Na esteira da derrota em Mossul, no Iraque, Abu Bakr al-Baghdadi - o líder do Estado Islâmico - pediu aos partidários para evitarem viajar para o Iraque e para se concentrarem no fortalecimento das redes noutros lugares. Pediu também aos apoiantes para realizarem ataques em pequena escala, a estilo lobo solitário, nos países de origem. É inegável que o ISIS conseguiu criar uma marca poderosa e, embora a criação de um califado não tenha sido bem-sucedida, o apelo ideológico continua a ser uma poderosa inspiração para seguidores extremistas.
“Claro que o ISIS já mostrou ser capaz de se aproveitar de qualquer acção individual para dizer que está em todo o lado”, refere Carlos Reis. “Qualquer um que faça algo louco o suficiente, ou que provoque danos suficientes e com quem se possam identificar de alguma forma, eles aparecem a reivindicar e isto torna-os mais poderosos do que na realidade poderão ser, mas não é algo que se possa ignorar”.

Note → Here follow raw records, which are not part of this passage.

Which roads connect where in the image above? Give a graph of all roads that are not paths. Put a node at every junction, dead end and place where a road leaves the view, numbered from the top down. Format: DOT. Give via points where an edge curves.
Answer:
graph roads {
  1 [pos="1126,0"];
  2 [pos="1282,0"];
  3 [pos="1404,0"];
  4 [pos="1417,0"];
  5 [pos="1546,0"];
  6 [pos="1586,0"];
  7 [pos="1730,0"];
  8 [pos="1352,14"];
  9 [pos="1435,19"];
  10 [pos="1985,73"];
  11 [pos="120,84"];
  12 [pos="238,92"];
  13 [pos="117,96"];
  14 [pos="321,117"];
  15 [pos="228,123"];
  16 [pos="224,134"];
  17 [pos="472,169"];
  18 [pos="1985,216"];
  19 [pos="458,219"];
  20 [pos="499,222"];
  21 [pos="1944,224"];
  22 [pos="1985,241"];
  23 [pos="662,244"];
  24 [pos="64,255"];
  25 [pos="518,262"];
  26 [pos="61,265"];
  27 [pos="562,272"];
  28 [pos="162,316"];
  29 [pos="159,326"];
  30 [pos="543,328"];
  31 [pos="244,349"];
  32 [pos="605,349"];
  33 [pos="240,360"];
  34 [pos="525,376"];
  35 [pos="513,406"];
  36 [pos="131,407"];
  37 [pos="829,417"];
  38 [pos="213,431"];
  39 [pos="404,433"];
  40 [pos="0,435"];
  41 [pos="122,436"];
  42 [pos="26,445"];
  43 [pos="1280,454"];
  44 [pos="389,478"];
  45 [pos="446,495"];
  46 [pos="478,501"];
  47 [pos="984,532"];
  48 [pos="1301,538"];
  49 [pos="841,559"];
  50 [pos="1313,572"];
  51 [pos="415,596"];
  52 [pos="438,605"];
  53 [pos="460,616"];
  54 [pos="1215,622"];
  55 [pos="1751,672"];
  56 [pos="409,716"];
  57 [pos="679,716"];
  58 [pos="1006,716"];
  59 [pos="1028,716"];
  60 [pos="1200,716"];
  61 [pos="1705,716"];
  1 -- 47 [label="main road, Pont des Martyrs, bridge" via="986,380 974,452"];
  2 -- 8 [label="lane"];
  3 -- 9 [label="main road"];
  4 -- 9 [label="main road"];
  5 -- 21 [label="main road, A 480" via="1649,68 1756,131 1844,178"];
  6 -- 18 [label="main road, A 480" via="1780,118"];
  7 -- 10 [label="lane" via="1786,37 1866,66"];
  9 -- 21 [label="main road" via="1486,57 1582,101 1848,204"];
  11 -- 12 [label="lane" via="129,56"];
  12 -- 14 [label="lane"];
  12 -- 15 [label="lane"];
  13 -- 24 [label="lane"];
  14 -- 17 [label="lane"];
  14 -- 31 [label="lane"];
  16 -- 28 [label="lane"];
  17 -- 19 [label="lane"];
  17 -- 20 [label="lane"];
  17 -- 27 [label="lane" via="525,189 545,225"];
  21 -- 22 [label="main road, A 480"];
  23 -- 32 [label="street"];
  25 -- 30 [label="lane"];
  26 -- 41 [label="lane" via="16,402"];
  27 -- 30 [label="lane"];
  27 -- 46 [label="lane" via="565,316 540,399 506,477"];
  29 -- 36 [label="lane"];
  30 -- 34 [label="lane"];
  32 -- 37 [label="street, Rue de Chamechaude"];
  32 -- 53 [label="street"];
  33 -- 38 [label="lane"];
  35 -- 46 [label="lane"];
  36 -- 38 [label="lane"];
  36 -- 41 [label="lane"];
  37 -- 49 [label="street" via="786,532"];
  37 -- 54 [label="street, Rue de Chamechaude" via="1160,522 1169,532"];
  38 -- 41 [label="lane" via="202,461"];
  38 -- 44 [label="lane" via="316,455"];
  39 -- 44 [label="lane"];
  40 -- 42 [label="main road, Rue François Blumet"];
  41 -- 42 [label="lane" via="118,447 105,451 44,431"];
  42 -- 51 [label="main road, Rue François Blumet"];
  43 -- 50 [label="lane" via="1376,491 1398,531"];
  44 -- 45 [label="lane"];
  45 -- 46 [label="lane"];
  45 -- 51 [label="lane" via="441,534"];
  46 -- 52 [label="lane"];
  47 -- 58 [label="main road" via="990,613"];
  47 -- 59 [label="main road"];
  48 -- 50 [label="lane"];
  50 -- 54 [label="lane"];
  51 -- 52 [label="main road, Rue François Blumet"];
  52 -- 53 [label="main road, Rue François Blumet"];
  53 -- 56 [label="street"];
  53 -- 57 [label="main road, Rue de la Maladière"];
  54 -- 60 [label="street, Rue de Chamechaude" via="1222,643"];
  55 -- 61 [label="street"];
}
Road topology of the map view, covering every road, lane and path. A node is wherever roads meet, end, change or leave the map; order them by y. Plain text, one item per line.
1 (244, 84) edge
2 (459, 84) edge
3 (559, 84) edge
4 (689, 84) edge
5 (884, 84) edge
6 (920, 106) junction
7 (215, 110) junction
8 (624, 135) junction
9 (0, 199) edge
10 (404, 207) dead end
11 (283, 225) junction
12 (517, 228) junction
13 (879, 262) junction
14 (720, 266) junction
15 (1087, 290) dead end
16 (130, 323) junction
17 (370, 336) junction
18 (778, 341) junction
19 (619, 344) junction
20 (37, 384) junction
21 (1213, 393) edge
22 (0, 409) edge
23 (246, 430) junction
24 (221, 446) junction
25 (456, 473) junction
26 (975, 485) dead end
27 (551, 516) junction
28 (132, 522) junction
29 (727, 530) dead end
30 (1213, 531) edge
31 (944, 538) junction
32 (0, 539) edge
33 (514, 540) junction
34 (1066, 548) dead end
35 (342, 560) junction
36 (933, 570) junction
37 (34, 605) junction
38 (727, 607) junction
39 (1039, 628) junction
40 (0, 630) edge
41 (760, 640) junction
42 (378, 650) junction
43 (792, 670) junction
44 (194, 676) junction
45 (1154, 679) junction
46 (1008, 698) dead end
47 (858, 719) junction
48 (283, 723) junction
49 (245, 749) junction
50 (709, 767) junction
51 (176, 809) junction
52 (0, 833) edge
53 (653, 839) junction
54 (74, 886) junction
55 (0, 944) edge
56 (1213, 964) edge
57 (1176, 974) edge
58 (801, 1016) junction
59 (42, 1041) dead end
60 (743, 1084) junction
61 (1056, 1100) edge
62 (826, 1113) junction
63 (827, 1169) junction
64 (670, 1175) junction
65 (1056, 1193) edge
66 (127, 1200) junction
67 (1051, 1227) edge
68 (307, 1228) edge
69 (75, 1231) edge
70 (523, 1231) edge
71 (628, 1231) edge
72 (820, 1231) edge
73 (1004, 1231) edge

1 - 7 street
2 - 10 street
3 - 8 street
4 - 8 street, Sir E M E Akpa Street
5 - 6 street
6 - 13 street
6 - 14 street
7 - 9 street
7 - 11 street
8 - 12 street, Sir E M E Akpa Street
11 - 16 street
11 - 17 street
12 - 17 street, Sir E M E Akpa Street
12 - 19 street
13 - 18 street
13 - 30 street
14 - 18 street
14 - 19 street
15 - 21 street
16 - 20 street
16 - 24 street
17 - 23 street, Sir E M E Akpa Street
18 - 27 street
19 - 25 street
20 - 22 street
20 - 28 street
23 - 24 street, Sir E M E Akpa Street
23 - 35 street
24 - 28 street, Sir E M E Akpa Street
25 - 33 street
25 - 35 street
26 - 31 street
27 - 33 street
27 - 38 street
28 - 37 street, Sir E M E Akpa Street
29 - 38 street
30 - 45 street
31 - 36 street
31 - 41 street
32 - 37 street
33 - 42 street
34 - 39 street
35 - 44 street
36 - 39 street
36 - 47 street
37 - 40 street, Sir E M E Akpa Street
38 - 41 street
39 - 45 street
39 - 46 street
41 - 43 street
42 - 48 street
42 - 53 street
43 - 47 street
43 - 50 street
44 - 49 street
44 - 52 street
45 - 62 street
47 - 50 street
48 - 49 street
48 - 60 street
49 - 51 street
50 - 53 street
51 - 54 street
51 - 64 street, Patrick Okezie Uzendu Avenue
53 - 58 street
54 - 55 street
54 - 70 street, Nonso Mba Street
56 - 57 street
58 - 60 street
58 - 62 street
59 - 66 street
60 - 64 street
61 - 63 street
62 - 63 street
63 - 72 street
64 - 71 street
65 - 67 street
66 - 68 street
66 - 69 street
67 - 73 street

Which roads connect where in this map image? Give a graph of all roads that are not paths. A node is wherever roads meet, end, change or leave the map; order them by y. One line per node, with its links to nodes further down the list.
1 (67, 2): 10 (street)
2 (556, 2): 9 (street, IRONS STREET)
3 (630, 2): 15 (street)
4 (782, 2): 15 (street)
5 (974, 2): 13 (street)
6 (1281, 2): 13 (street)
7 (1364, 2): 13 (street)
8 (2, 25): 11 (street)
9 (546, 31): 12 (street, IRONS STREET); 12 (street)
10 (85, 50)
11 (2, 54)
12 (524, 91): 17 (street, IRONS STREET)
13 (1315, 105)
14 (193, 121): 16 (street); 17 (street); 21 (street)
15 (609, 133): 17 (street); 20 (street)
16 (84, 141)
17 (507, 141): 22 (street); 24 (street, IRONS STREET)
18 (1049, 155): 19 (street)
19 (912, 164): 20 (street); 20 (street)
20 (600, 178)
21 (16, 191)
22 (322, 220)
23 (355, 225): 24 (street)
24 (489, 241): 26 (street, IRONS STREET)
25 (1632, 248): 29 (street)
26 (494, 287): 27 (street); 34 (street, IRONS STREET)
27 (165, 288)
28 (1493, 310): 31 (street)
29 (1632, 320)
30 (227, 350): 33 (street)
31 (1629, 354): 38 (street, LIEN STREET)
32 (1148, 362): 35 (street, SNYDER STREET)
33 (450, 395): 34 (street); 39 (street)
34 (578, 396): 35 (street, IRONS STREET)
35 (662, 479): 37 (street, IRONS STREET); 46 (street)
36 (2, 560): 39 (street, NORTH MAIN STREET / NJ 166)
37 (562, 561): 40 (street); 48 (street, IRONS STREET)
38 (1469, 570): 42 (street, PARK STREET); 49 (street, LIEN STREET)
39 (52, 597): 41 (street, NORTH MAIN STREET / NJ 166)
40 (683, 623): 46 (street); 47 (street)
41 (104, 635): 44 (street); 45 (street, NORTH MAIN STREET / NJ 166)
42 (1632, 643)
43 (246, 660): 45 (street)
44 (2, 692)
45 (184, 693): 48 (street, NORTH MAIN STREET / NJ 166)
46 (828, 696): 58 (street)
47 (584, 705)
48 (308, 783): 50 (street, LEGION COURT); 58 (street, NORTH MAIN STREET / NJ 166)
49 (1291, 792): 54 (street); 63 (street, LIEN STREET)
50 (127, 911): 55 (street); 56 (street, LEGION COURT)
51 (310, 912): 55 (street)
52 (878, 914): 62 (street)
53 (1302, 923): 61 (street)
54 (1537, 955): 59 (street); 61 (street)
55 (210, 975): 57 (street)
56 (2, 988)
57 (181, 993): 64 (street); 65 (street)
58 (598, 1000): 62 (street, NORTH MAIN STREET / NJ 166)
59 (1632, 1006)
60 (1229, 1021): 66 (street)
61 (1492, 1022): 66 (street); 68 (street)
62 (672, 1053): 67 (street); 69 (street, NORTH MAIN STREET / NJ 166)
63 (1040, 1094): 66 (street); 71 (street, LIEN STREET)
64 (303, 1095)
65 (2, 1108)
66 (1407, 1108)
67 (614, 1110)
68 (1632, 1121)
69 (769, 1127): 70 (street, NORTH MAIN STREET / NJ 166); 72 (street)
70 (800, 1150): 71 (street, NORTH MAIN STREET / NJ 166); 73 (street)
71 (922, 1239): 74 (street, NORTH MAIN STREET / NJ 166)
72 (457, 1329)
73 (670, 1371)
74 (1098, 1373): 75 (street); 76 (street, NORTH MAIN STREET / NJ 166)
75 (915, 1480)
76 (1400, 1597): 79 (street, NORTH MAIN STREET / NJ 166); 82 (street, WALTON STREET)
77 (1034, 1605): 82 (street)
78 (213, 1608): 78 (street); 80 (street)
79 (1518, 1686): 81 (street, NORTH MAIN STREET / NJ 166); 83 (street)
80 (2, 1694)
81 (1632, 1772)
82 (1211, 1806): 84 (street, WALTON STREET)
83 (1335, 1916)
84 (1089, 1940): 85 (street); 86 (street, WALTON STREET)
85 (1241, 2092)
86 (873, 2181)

Embora os alvos ocidentais continuem a ser a prioridade do ISIS, há riscos consideráveis para África, e Denys Reva, Consultor de Ameaças Transnacionais e Crime Internacional do ISS (Instituto para Estudos de Segurança) aconselha os decisores políticos do continente a concentrarem os esforços em três factores de risco: haver esforços globais coordenados para impedir que o ISIS reagrupe e ganhe uma posição mais forte no norte de África. Fortalecer a cooperação regional na África Ocidental e Oriental para impedir que o grupo alargue a influência. E, principalmente, os decisores políticos devem estar vigilantes sobre a dinâmica associada ao extremismo violento e ao terrorismo: corrupção, Estado de direito fraco, abusos dos direitos humanos, discriminação e acções repressivas contra comunidades étnicas e religiosas específicas contribuem para as vulnerabilidades que podem ser exploradas pelo ISIS.
Texto originalmente publicado na edição impressa do expresso das ilhas nº 911 de 15 de Maio de 2019.